(Stored data)

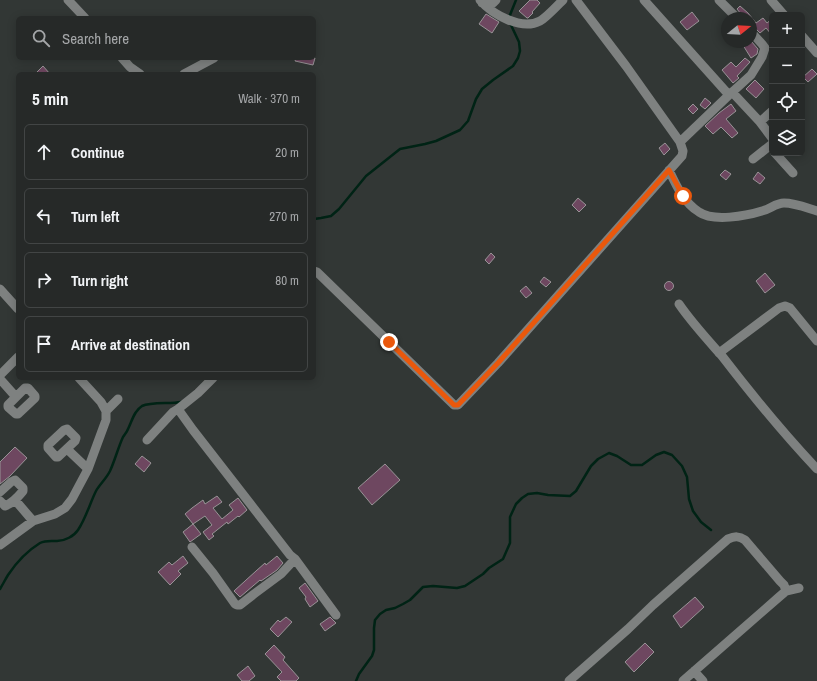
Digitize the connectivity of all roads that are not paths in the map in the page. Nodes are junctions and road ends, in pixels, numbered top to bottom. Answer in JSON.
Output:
{"nodes":[{"id":1,"x":68,"y":0,"type":"edge"},
{"id":2,"x":496,"y":0,"type":"edge"},
{"id":3,"x":563,"y":0,"type":"edge"},
{"id":4,"x":576,"y":0,"type":"edge"},
{"id":5,"x":644,"y":0,"type":"edge"},
{"id":6,"x":719,"y":0,"type":"edge"},
{"id":7,"x":771,"y":0,"type":"edge"},
{"id":8,"x":481,"y":2,"type":"edge"},
{"id":9,"x":731,"y":12,"type":"edge"},
{"id":10,"x":781,"y":12,"type":"edge"},
{"id":11,"x":83,"y":16,"type":"edge"},
{"id":12,"x":757,"y":39,"type":"edge"},
{"id":13,"x":805,"y":39,"type":"edge"},
{"id":14,"x":817,"y":53,"type":"edge"},
{"id":15,"x":124,"y":60,"type":"edge"},
{"id":16,"x":210,"y":60,"type":"edge"},
{"id":17,"x":137,"y":72,"type":"edge"},
{"id":18,"x":188,"y":72,"type":"edge"},
{"id":19,"x":730,"y":94,"type":"junction"},
{"id":20,"x":769,"y":114,"type":"edge"},
{"id":21,"x":760,"y":122,"type":"junction"},
{"id":22,"x":769,"y":140,"type":"edge"},
{"id":23,"x":680,"y":142,"type":"junction"},
{"id":24,"x":769,"y":148,"type":"edge"},
{"id":25,"x":779,"y":156,"type":"edge"},
{"id":26,"x":753,"y":159,"type":"dead end"},
{"id":27,"x":669,"y":170,"type":"junction"},
{"id":28,"x":792,"y":173,"type":"dead end"},
{"id":29,"x":817,"y":211,"type":"edge"},
{"id":30,"x":316,"y":271,"type":"edge"},
{"id":31,"x":0,"y":289,"type":"edge"},
{"id":32,"x":679,"y":304,"type":"dead end"},
{"id":33,"x":16,"y":308,"type":"edge"},
{"id":34,"x":817,"y":341,"type":"edge"},
{"id":35,"x":719,"y":353,"type":"junction"},
{"id":36,"x":16,"y":359,"type":"edge"},
{"id":37,"x":0,"y":374,"type":"edge"},
{"id":38,"x":0,"y":379,"type":"edge"},
{"id":39,"x":81,"y":380,"type":"edge"},
{"id":40,"x":211,"y":380,"type":"edge"},
{"id":41,"x":16,"y":397,"type":"dead end"},
{"id":42,"x":118,"y":399,"type":"dead end"},
{"id":43,"x":178,"y":409,"type":"junction"},
{"id":44,"x":106,"y":411,"type":"junction"},
{"id":45,"x":147,"y":440,"type":"dead end"},
{"id":46,"x":67,"y":449,"type":"dead end"},
{"id":47,"x":817,"y":468,"type":"edge"},
{"id":48,"x":88,"y":470,"type":"junction"},
{"id":49,"x":0,"y":492,"type":"edge"},
{"id":50,"x":15,"y":500,"type":"junction"},
{"id":51,"x":0,"y":501,"type":"edge"},
{"id":52,"x":33,"y":521,"type":"junction"},
{"id":53,"x":0,"y":546,"type":"edge"},
{"id":54,"x":192,"y":547,"type":"dead end"},
{"id":55,"x":295,"y":559,"type":"junction"},
{"id":56,"x":799,"y":588,"type":"dead end"},
{"id":57,"x":786,"y":590,"type":"junction"},
{"id":58,"x":336,"y":615,"type":"dead end"},
{"id":59,"x":694,"y":671,"type":"junction"},
{"id":60,"x":569,"y":681,"type":"edge"},
{"id":61,"x":683,"y":681,"type":"edge"},
{"id":62,"x":703,"y":681,"type":"edge"}],
"edges":[{"from":1,"to":11,"type":"street"},
{"from":2,"to":8,"type":"street"},
{"from":3,"to":8,"type":"street"},
{"from":4,"to":23,"type":"street"},
{"from":5,"to":19,"type":"street"},
{"from":6,"to":9,"type":"street"},
{"from":7,"to":10,"type":"street"},
{"from":12,"to":19,"type":"street"},
{"from":13,"to":14,"type":"street"},
{"from":15,"to":17,"type":"street"},
{"from":16,"to":18,"type":"street"},
{"from":19,"to":21,"type":"street"},
{"from":19,"to":23,"type":"street"},
{"from":20,"to":21,"type":"street"},
{"from":21,"to":22,"type":"street"},
{"from":23,"to":27,"type":"street"},
{"from":24,"to":26,"type":"street"},
{"from":25,"to":28,"type":"street"},
{"from":27,"to":29,"type":"street"},
{"from":27,"to":30,"type":"street"},
{"from":31,"to":33,"type":"street"},
{"from":32,"to":35,"type":"street"},
{"from":34,"to":35,"type":"street"},
{"from":35,"to":47,"type":"street"},
{"from":36,"to":37,"type":"street"},
{"from":38,"to":41,"type":"street"},
{"from":39,"to":44,"type":"street"},
{"from":40,"to":43,"type":"street"},
{"from":42,"to":44,"type":"street"},
{"from":43,"to":45,"type":"street"},
{"from":43,"to":55,"type":"street"},
{"from":44,"to":48,"type":"street"},
{"from":46,"to":48,"type":"street"},
{"from":48,"to":52,"type":"street"},
{"from":49,"to":50,"type":"street"},
{"from":50,"to":51,"type":"street"},
{"from":50,"to":52,"type":"street"},
{"from":52,"to":53,"type":"street"},
{"from":54,"to":55,"type":"street"},
{"from":55,"to":58,"type":"street"},
{"from":56,"to":57,"type":"street"},
{"from":57,"to":59,"type":"street"},
{"from":57,"to":60,"type":"street"},
{"from":59,"to":61,"type":"street"},
{"from":59,"to":62,"type":"street"}]}
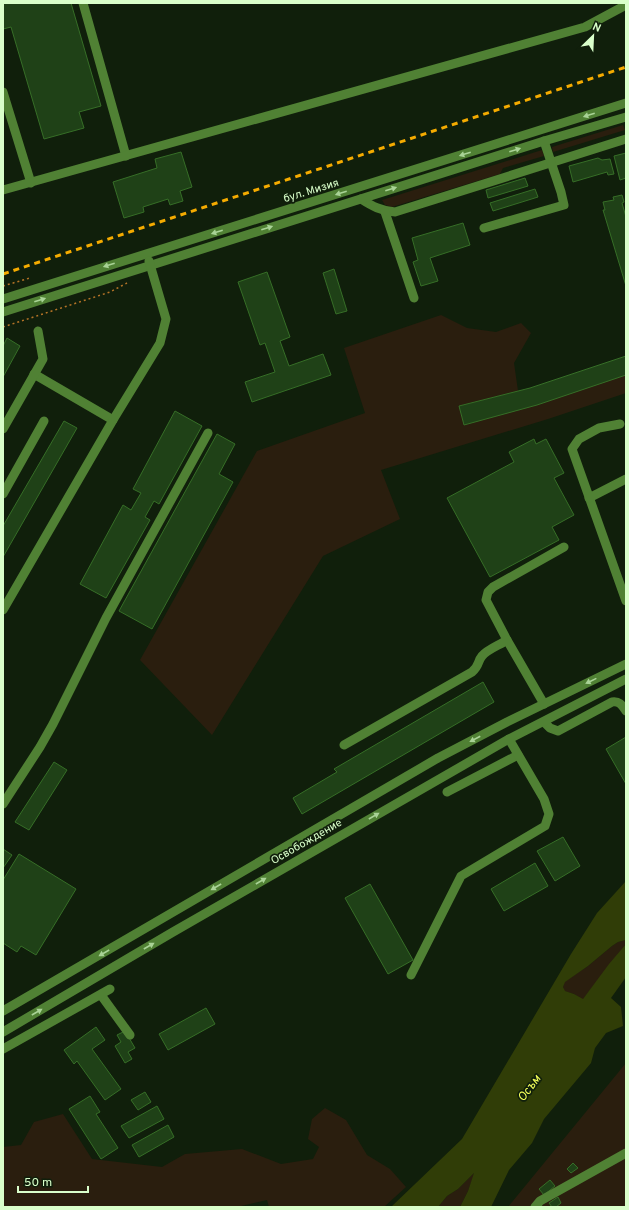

• [What is needed] Retype the data above exactly. Leave the pictures out.

• [Expected answer]
Digitize the connectivity of all roads that are not paths in the map in the page. Nodes are junctions and road ends, in pixels, numbered top to bottom. Answer in JSON.
Output:
{"nodes":[{"id":1,"x":68,"y":0,"type":"edge"},
{"id":2,"x":496,"y":0,"type":"edge"},
{"id":3,"x":563,"y":0,"type":"edge"},
{"id":4,"x":576,"y":0,"type":"edge"},
{"id":5,"x":644,"y":0,"type":"edge"},
{"id":6,"x":719,"y":0,"type":"edge"},
{"id":7,"x":771,"y":0,"type":"edge"},
{"id":8,"x":481,"y":2,"type":"edge"},
{"id":9,"x":731,"y":12,"type":"edge"},
{"id":10,"x":781,"y":12,"type":"edge"},
{"id":11,"x":83,"y":16,"type":"edge"},
{"id":12,"x":757,"y":39,"type":"edge"},
{"id":13,"x":805,"y":39,"type":"edge"},
{"id":14,"x":817,"y":53,"type":"edge"},
{"id":15,"x":124,"y":60,"type":"edge"},
{"id":16,"x":210,"y":60,"type":"edge"},
{"id":17,"x":137,"y":72,"type":"edge"},
{"id":18,"x":188,"y":72,"type":"edge"},
{"id":19,"x":730,"y":94,"type":"junction"},
{"id":20,"x":769,"y":114,"type":"edge"},
{"id":21,"x":760,"y":122,"type":"junction"},
{"id":22,"x":769,"y":140,"type":"edge"},
{"id":23,"x":680,"y":142,"type":"junction"},
{"id":24,"x":769,"y":148,"type":"edge"},
{"id":25,"x":779,"y":156,"type":"edge"},
{"id":26,"x":753,"y":159,"type":"dead end"},
{"id":27,"x":669,"y":170,"type":"junction"},
{"id":28,"x":792,"y":173,"type":"dead end"},
{"id":29,"x":817,"y":211,"type":"edge"},
{"id":30,"x":316,"y":271,"type":"edge"},
{"id":31,"x":0,"y":289,"type":"edge"},
{"id":32,"x":679,"y":304,"type":"dead end"},
{"id":33,"x":16,"y":308,"type":"edge"},
{"id":34,"x":817,"y":341,"type":"edge"},
{"id":35,"x":719,"y":353,"type":"junction"},
{"id":36,"x":16,"y":359,"type":"edge"},
{"id":37,"x":0,"y":374,"type":"edge"},
{"id":38,"x":0,"y":379,"type":"edge"},
{"id":39,"x":81,"y":380,"type":"edge"},
{"id":40,"x":211,"y":380,"type":"edge"},
{"id":41,"x":16,"y":397,"type":"dead end"},
{"id":42,"x":118,"y":399,"type":"dead end"},
{"id":43,"x":178,"y":409,"type":"junction"},
{"id":44,"x":106,"y":411,"type":"junction"},
{"id":45,"x":147,"y":440,"type":"dead end"},
{"id":46,"x":67,"y":449,"type":"dead end"},
{"id":47,"x":817,"y":468,"type":"edge"},
{"id":48,"x":88,"y":470,"type":"junction"},
{"id":49,"x":0,"y":492,"type":"edge"},
{"id":50,"x":15,"y":500,"type":"junction"},
{"id":51,"x":0,"y":501,"type":"edge"},
{"id":52,"x":33,"y":521,"type":"junction"},
{"id":53,"x":0,"y":546,"type":"edge"},
{"id":54,"x":192,"y":547,"type":"dead end"},
{"id":55,"x":295,"y":559,"type":"junction"},
{"id":56,"x":799,"y":588,"type":"dead end"},
{"id":57,"x":786,"y":590,"type":"junction"},
{"id":58,"x":336,"y":615,"type":"dead end"},
{"id":59,"x":694,"y":671,"type":"junction"},
{"id":60,"x":569,"y":681,"type":"edge"},
{"id":61,"x":683,"y":681,"type":"edge"},
{"id":62,"x":703,"y":681,"type":"edge"}],
"edges":[{"from":1,"to":11,"type":"street"},
{"from":2,"to":8,"type":"street"},
{"from":3,"to":8,"type":"street"},
{"from":4,"to":23,"type":"street"},
{"from":5,"to":19,"type":"street"},
{"from":6,"to":9,"type":"street"},
{"from":7,"to":10,"type":"street"},
{"from":12,"to":19,"type":"street"},
{"from":13,"to":14,"type":"street"},
{"from":15,"to":17,"type":"street"},
{"from":16,"to":18,"type":"street"},
{"from":19,"to":21,"type":"street"},
{"from":19,"to":23,"type":"street"},
{"from":20,"to":21,"type":"street"},
{"from":21,"to":22,"type":"street"},
{"from":23,"to":27,"type":"street"},
{"from":24,"to":26,"type":"street"},
{"from":25,"to":28,"type":"street"},
{"from":27,"to":29,"type":"street"},
{"from":27,"to":30,"type":"street"},
{"from":31,"to":33,"type":"street"},
{"from":32,"to":35,"type":"street"},
{"from":34,"to":35,"type":"street"},
{"from":35,"to":47,"type":"street"},
{"from":36,"to":37,"type":"street"},
{"from":38,"to":41,"type":"street"},
{"from":39,"to":44,"type":"street"},
{"from":40,"to":43,"type":"street"},
{"from":42,"to":44,"type":"street"},
{"from":43,"to":45,"type":"street"},
{"from":43,"to":55,"type":"street"},
{"from":44,"to":48,"type":"street"},
{"from":46,"to":48,"type":"street"},
{"from":48,"to":52,"type":"street"},
{"from":49,"to":50,"type":"street"},
{"from":50,"to":51,"type":"street"},
{"from":50,"to":52,"type":"street"},
{"from":52,"to":53,"type":"street"},
{"from":54,"to":55,"type":"street"},
{"from":55,"to":58,"type":"street"},
{"from":56,"to":57,"type":"street"},
{"from":57,"to":59,"type":"street"},
{"from":57,"to":60,"type":"street"},
{"from":59,"to":61,"type":"street"},
{"from":59,"to":62,"type":"street"}]}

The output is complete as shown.